What are you hoping to see on the federal and state regulation front in the year ahead?
First off, I hope that we make some of these relaxed cross-border licensure regulations permanent, such that telehealth can become a permanent reality. All signs are certainly indicating that’s going to be the case.
This space is severely underfunded. More funding into substance abuse is certainly needed so we can provide the right access.
I’m very concerned that, with COVID-19, a lot of providers haven’t been able to keep their operations open. There’s fewer substance abuse treatment options today, both inpatient and outpatient, than there were pre-COVID. So the federal government and states really need to step in to make sure there’s adequate funding on the reimbursement side so that we can have a good network of treatment options.

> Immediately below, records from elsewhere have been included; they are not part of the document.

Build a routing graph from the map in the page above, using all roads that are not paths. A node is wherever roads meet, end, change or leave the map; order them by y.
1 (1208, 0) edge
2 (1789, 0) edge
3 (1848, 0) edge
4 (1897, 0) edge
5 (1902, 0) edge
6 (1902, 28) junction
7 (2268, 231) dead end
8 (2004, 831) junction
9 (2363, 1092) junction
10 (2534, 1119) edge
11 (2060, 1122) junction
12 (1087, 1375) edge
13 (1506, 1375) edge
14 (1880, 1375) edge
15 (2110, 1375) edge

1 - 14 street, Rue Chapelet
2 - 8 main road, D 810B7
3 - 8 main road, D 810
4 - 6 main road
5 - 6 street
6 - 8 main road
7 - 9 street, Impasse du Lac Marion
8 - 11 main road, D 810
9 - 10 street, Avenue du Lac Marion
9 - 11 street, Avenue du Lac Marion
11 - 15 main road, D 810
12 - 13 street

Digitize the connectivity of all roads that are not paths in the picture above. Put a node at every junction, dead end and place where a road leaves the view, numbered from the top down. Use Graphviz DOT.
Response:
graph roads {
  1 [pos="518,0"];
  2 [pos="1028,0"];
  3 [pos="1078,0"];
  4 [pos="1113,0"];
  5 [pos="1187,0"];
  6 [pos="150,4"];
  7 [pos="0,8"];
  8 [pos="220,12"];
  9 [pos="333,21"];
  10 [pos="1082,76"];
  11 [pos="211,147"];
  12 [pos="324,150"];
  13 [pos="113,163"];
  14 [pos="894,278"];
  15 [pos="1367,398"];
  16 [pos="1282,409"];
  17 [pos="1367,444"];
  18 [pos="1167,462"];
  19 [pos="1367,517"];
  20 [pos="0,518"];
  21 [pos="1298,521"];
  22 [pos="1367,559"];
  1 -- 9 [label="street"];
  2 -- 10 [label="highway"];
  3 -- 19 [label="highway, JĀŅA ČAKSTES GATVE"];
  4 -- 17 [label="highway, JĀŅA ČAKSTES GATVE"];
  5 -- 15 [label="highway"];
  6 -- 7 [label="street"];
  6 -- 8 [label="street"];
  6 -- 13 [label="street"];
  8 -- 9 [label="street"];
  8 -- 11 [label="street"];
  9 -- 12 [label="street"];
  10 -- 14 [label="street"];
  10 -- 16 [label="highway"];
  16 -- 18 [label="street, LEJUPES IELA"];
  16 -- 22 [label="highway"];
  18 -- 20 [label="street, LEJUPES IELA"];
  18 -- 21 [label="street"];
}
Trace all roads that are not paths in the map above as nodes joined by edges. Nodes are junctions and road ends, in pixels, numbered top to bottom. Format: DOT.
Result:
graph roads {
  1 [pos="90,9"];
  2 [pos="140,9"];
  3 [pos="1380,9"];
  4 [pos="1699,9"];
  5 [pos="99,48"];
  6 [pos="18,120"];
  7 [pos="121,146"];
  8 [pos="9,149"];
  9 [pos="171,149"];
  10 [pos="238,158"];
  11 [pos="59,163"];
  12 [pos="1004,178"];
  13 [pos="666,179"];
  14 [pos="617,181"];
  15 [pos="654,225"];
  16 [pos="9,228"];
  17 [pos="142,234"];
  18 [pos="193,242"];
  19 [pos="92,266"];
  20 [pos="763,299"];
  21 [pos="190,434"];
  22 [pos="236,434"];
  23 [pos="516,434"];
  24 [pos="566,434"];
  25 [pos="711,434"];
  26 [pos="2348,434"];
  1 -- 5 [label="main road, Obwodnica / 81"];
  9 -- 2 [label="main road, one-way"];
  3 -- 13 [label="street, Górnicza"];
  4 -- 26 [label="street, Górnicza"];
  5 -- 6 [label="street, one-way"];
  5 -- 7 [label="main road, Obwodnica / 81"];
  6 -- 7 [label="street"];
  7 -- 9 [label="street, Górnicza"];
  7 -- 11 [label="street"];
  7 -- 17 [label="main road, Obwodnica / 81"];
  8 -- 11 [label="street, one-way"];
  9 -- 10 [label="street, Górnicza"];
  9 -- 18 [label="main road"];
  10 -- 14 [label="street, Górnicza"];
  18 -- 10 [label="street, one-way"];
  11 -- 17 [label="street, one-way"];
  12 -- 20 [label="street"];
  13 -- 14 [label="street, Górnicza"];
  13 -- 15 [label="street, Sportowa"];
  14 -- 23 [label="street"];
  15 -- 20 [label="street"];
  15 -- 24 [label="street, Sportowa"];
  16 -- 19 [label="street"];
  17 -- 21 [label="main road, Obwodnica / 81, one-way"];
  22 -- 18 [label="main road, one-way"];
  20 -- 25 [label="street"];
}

You’re also one of seven new board members for AAC. Can you tell me a little bit about the new board and the goals there?
We have a group of 20 or so investors, and about five of those together hold a majority stake. No one investor owns more than 50% of the company. But with that, they get certain rights to board seats, given their ownership levels.
Our chairman is Bowen Diehl, who previously served as the chairman of The Meadows for eight years. He understands our space from that. Plus, he’s obviously a financial guy as well.
The rest of the board is rounding out. Right now, we have a group of folks that understand the operational aspect of behavioral health; we have folks that understand the financial aspect of running a behavioral health company and the different options you have for how to deploy the capital; and we have folks that have some expertise around behavioral health sales and marketing.
The board will continue to round out here probably over the next six months.